Percentile based on all the athletes who competed in Hyrox Women
Improvement Plan
Based on our analysis, here are the focus areas for improvement. The goal is
to determine how quickly the athlete could improve on some stations and where is the path of least resistance to improve Chia Valencia's time.
The percentile rank is the current position of the athlete compared to the competition. It goes from 0 to 100, where 0 is the best and 100 is the worst.
It show the potential improvement for each station. The athlete should focus on the stations with the highest potential improvement and the biggest duration.
A big improvement in the Farmer's carry station will not be as impactful as a small improvement in the wall ball station for instance.
Just click on a station to see how easy it will be to improve and how important it is to focus on it during training.
For this athlete we identified a possible improvement of
04:56.
Check the detail of the improvement plan below.
Based on 1000 athletes with similar finish time in Hyrox Women
A word from RoxCoach - Your AI Powered Trainer
Overall Performance
Valencia Chia delivered a commendable performance at the 2024 Singapore Hyrox event, achieving an overall rank of 44 out of 1115 athletes, placing her in the top 3% overall and top 3% within her age group. Her overall time was 01:26:33. Despite this strong finish, her total running time was 00:45:38, which was 00:38 slower than the average. This indicates that while she has a solid endurance base, there is room for improvement in running efficiency. Her performance was particularly strong in the Roxzone and Sandbag Lunges, highlighting her hybrid fitness prowess. However, her slightly slower total running time suggests a need to focus on running to balance her hybrid athlete profile.
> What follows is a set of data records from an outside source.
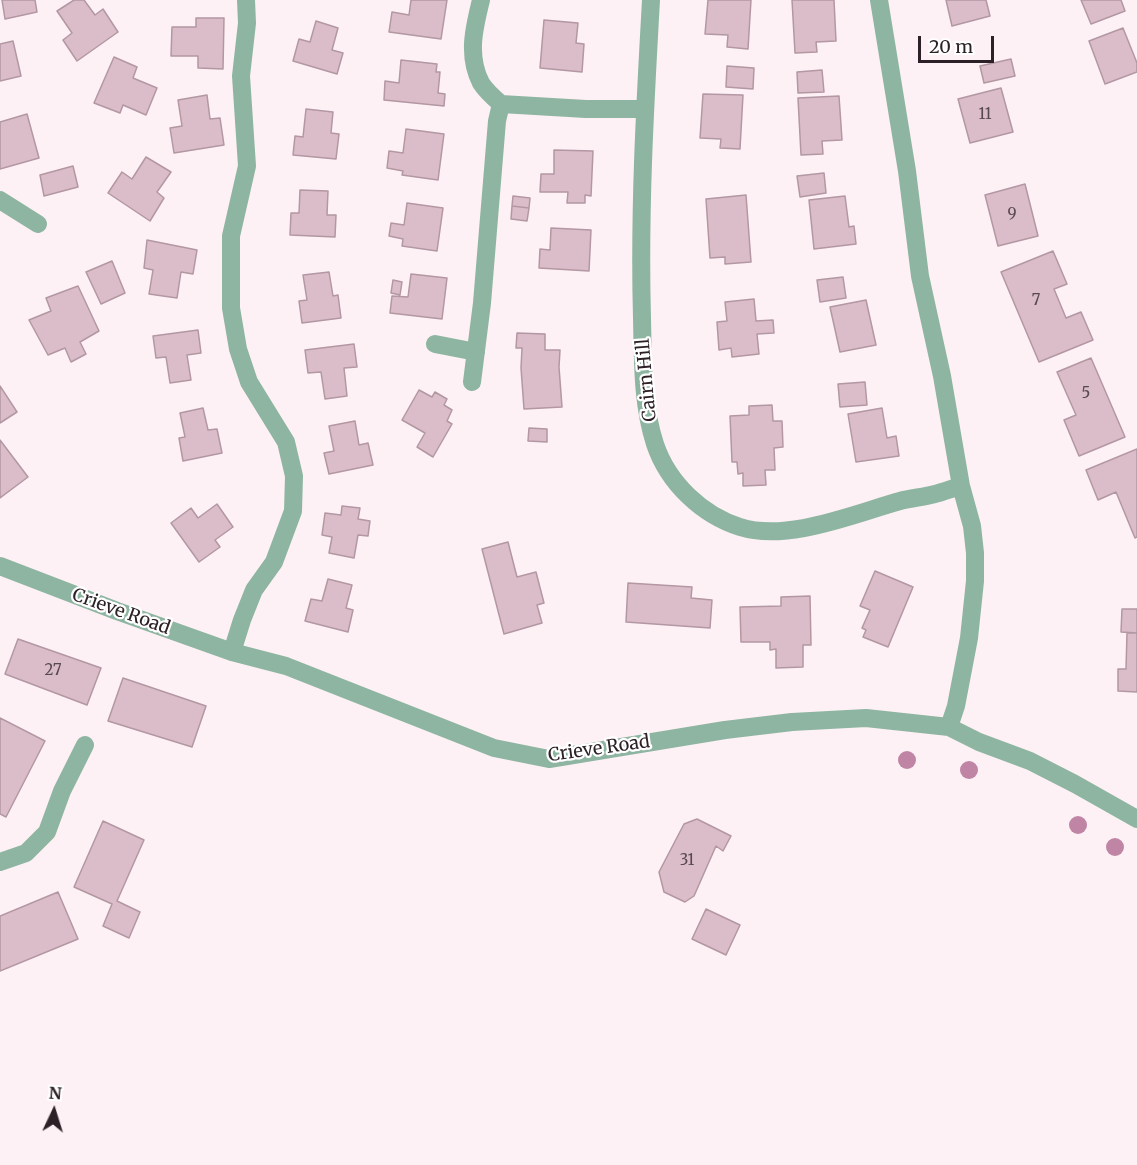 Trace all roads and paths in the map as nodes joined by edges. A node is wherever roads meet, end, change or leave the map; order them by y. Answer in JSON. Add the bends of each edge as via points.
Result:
{"nodes":[{"id":1,"x":246,"y":0,"type":"edge"},
{"id":2,"x":481,"y":0,"type":"edge"},
{"id":3,"x":651,"y":0,"type":"edge"},
{"id":4,"x":879,"y":0,"type":"edge"},
{"id":5,"x":501,"y":104,"type":"junction"},
{"id":6,"x":645,"y":109,"type":"junction"},
{"id":7,"x":0,"y":200,"type":"edge"},
{"id":8,"x":38,"y":224,"type":"dead end"},
{"id":9,"x":435,"y":344,"type":"dead end"},
{"id":10,"x":476,"y":352,"type":"junction"},
{"id":11,"x":472,"y":382,"type":"dead end"},
{"id":12,"x":961,"y":486,"type":"junction"},
{"id":13,"x":0,"y":566,"type":"edge"},
{"id":14,"x":232,"y":652,"type":"junction"},
{"id":15,"x":949,"y":727,"type":"junction"},
{"id":16,"x":85,"y":745,"type":"dead end"},
{"id":17,"x":1137,"y":819,"type":"edge"},
{"id":18,"x":0,"y":862,"type":"edge"}],
"edges":[{"from":1,"to":14,"type":"street","via":[[241,76],[248,166],[231,236],[231,308],[249,382],[286,442],[294,476],[293,511],[274,562],[254,590]]},
{"from":2,"to":5,"type":"street","via":[[472,50],[482,84]]},
{"from":3,"to":6,"type":"street","name":"Cairn Hill"},
{"from":4,"to":12,"type":"street","via":[[920,276]]},
{"from":5,"to":6,"type":"street","via":[[586,110]]},
{"from":5,"to":10,"type":"street"},
{"from":6,"to":12,"type":"street","name":"Cairn Hill","via":[[640,264],[643,369],[647,413],[656,446],[670,475],[690,498],[714,516],[742,528],[772,532],[803,529]]},
{"from":7,"to":8,"type":"street"},
{"from":9,"to":10,"type":"street"},
{"from":10,"to":11,"type":"street"},
{"from":12,"to":15,"type":"street","via":[[972,526],[975,581],[969,638]]},
{"from":13,"to":14,"type":"street","name":"Crieve Road"},
{"from":14,"to":15,"type":"street","name":"Crieve Road","via":[[286,666],[494,748],[549,759],[792,723],[866,718]]},
{"from":15,"to":17,"type":"street","name":"Crieve Road","via":[[1030,761]]},
{"from":16,"to":18,"type":"street","via":[[47,832],[26,852]]}]}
Valencia started the race at a reasonable pace with her Running 1 segment being slightly faster than average, but her pace slowed down in the subsequent running segments, suggesting a potential pacing issue. She may benefit from adopting a more consistent pacing strategy throughout the race.
Segments to Improve
Farmers Carry: This segment was the most challenging for Valencia, with her time being 00:53 slower than average. To improve, she should focus on grip strength, core stability, and overall endurance. Suggested exercises include:
Farmer's Walks: Use varying weights and distances to build grip strength and endurance.
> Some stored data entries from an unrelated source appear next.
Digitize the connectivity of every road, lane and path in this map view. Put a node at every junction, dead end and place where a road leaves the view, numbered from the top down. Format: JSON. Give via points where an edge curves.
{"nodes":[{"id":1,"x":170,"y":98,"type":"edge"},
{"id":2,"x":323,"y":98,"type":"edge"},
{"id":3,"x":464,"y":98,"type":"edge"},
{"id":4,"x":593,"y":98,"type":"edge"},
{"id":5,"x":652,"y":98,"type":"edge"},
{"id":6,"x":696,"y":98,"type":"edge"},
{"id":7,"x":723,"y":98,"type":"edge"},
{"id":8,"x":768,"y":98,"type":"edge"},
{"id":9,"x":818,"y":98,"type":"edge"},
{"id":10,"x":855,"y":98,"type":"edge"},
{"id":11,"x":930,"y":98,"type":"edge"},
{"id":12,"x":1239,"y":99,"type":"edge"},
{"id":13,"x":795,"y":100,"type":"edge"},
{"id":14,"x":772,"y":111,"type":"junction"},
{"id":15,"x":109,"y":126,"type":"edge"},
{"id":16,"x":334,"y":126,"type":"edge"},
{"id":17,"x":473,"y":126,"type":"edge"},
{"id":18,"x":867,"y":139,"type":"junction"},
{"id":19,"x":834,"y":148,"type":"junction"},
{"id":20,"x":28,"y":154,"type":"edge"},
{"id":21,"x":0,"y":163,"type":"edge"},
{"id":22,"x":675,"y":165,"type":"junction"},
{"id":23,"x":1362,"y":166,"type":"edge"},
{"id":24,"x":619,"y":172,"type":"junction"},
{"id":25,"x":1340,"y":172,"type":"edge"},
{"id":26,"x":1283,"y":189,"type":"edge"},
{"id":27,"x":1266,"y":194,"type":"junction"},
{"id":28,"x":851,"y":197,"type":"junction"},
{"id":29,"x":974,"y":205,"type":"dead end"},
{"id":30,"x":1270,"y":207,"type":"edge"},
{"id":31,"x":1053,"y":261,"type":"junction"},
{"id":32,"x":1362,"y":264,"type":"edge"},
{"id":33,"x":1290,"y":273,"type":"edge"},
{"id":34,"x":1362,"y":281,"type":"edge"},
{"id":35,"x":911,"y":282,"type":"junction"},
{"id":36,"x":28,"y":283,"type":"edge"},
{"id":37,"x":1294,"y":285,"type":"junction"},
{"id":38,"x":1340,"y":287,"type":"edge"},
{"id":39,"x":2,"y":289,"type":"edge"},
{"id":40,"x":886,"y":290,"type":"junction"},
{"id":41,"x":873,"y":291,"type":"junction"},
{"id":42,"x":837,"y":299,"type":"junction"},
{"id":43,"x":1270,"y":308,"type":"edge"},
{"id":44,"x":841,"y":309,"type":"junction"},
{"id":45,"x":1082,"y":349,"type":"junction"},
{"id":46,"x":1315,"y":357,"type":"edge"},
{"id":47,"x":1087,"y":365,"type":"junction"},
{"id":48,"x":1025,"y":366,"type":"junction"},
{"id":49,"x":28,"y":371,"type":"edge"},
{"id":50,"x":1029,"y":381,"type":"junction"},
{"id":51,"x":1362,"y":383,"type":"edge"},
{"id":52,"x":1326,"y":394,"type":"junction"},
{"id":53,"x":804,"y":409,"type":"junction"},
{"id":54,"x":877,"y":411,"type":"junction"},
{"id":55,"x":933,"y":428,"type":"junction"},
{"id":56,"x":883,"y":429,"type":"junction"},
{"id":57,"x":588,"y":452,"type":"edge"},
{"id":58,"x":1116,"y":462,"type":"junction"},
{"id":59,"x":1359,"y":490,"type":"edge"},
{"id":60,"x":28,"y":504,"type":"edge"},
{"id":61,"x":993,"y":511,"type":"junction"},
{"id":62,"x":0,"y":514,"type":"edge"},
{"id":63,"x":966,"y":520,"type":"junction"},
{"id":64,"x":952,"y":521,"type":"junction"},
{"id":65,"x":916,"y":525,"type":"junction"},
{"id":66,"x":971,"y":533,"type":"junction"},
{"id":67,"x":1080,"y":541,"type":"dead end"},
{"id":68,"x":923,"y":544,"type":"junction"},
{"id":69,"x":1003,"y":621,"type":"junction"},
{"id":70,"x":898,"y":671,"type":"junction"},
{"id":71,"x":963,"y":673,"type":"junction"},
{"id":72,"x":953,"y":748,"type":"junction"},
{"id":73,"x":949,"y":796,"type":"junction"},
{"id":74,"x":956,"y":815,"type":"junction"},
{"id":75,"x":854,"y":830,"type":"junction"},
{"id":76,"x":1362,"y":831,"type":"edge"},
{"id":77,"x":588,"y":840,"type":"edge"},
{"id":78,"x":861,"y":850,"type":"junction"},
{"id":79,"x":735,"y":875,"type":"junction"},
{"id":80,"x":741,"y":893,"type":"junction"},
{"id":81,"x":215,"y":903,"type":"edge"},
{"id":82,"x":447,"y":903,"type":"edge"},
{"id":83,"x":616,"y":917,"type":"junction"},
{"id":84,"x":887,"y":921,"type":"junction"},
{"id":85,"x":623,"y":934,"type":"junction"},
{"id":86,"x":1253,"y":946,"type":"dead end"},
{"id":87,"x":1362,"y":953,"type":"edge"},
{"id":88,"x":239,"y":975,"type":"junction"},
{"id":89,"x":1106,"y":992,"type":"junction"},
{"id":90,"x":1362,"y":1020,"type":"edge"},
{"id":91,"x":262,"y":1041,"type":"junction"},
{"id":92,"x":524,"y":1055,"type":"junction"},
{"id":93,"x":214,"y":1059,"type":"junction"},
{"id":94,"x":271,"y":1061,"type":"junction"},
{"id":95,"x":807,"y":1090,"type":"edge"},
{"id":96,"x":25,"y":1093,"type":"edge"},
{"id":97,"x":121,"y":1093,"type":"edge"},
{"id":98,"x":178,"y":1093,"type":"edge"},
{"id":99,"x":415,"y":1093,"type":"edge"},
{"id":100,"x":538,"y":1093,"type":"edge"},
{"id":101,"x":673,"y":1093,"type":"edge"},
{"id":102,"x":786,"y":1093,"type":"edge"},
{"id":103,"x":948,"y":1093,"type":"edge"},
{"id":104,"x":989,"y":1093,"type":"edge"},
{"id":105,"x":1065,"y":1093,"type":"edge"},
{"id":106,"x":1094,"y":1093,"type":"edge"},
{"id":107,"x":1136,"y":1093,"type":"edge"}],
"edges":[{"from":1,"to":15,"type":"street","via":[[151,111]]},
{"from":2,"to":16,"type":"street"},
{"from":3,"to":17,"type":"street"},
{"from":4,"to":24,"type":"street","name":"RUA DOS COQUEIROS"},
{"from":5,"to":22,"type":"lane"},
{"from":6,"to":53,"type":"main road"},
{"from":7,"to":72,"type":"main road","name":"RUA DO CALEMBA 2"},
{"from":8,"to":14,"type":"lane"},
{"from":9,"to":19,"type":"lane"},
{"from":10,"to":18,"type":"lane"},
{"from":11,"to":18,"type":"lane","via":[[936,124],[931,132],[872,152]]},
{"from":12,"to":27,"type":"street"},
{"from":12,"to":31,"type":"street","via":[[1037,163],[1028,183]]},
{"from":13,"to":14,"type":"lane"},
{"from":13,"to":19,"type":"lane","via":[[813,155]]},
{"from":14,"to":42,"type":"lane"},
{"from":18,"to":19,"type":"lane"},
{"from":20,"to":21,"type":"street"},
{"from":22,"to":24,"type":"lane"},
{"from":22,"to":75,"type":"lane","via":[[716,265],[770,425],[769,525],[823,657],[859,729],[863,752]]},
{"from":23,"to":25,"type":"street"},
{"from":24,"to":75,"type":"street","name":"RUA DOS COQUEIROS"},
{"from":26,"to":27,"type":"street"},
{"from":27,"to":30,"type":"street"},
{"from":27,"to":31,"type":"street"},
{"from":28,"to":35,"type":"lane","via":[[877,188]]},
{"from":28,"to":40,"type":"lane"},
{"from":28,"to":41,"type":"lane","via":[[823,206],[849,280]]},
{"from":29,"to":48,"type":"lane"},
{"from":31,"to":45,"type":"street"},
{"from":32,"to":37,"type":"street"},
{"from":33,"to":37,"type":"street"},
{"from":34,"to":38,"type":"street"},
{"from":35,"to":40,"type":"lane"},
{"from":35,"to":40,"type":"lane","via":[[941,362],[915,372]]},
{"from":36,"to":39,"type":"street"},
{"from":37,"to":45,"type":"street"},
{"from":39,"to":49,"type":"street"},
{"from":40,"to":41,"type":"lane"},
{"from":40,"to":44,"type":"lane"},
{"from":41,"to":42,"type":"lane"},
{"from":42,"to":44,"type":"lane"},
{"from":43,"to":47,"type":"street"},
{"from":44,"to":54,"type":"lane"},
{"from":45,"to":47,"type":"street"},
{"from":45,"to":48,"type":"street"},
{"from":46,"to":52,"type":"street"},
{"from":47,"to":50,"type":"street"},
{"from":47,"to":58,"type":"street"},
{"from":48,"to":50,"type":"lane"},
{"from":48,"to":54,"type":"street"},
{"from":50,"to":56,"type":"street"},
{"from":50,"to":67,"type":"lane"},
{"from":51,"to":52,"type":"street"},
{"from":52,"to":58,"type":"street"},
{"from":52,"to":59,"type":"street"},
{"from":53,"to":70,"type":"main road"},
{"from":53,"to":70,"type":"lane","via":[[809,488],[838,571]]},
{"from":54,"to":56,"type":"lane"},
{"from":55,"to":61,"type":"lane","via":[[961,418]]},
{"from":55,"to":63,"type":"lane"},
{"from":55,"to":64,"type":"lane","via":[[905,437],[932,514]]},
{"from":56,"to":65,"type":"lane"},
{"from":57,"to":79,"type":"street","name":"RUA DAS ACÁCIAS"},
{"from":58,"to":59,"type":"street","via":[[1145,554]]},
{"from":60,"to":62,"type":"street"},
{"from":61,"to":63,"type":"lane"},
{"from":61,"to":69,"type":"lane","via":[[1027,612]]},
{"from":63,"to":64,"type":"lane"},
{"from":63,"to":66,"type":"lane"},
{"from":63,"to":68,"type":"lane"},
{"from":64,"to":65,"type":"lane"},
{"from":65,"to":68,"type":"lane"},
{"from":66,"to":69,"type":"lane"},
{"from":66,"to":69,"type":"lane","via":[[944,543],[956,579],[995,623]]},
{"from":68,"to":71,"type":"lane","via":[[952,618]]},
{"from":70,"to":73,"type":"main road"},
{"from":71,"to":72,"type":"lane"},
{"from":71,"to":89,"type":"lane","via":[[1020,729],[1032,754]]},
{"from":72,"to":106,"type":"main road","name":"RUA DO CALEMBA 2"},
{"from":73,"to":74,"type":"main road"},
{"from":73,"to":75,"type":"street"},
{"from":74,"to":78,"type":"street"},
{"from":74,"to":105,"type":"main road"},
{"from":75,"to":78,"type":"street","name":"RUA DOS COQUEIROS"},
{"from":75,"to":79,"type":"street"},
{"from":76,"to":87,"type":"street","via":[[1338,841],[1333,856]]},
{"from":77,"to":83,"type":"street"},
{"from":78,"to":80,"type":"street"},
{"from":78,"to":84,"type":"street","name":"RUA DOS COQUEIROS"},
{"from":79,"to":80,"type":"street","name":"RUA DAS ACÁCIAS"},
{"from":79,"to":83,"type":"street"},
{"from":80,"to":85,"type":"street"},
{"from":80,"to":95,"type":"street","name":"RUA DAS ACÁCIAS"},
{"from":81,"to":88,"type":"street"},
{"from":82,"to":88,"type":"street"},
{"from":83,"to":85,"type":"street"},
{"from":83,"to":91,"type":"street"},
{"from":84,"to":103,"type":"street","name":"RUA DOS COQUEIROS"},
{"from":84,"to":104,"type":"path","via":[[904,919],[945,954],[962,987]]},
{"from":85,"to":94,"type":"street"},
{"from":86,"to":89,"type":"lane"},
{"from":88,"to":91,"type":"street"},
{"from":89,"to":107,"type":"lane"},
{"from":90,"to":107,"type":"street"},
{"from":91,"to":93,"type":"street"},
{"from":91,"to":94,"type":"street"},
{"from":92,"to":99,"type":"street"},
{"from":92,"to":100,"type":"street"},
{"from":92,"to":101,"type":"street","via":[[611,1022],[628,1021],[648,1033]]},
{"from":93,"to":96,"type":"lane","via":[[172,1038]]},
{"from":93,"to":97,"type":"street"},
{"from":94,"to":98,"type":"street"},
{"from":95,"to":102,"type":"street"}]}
Dead Hangs: Improve grip strength and shoulder stability.
Core Workouts: Incorporate planks, Russian twists, and hanging leg raises.
Sled Pull and Push: Both segments were slower than average. Valencia can benefit from improving lower body strength and technique. Recommended drills include:
Sled Push/Pull Drills: Practice with varying weights to improve power and endurance.
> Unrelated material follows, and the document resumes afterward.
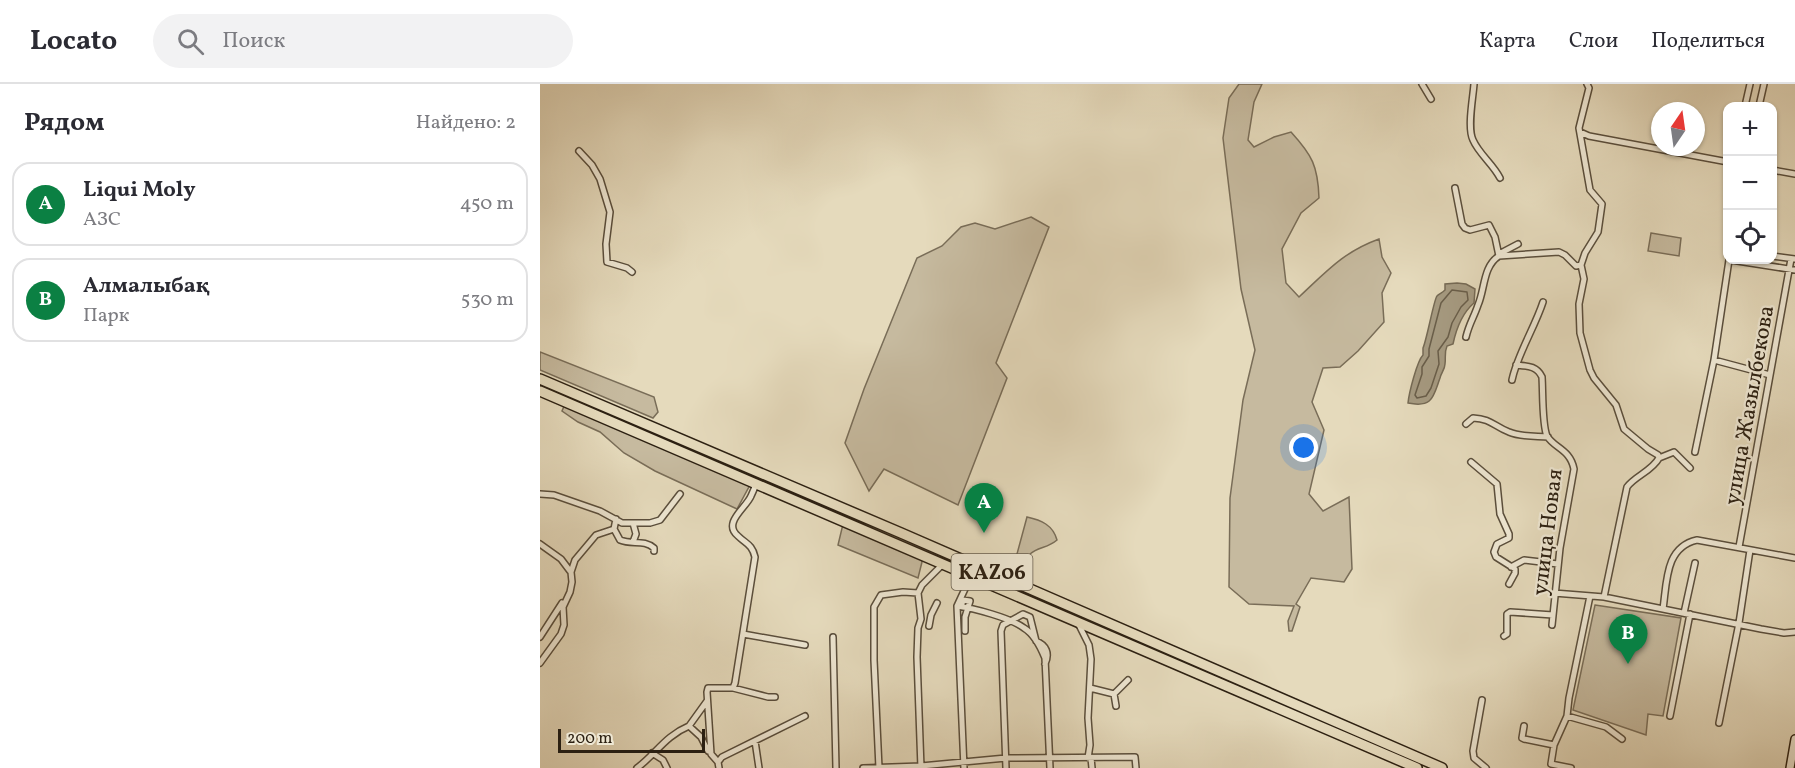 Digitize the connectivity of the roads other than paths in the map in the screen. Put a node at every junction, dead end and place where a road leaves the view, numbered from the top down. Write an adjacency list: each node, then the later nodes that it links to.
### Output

Squats and Deadlifts: Focus on building leg strength.
Box Jumps: Enhance explosive power.
Wall Balls: Improving shoulder endurance and accuracy in this segment could enhance her time. Exercises to consider:
Wall Ball Shots: Practice with varying weights and distances.
Overhead Presses: Build shoulder strength and stability.
Medicine Ball Slams: Improve power and coordination.
Ski Erg and Rowing: Focus on technique and cardiovascular endurance. Valencia should incorporate:
Interval Training: Alternate between high intensity and recovery periods on the erg.
Technique Drills: Work on stroke efficiency and breathing patterns.
Race Strategies
Consistent Pacing: Valencia should aim for a more consistent pace across all running segments. This can be achieved by incorporating tempo runs and pacing drills into her training routine.
Transition Efficiency: While her Roxzone time was faster than average, maintaining this efficiency is crucial. Practice quick transitions between exercises during training to foster muscle memory.
Compromised Running: Train to run immediately after strength exercises to simulate race conditions, improving her ability to maintain running pace after fatigue-inducing segments.
Mental Preparation: Develop a strong mental strategy to maintain focus and motivation during the race, particularly in challenging segments like the Farmers Carry and Sled Pull.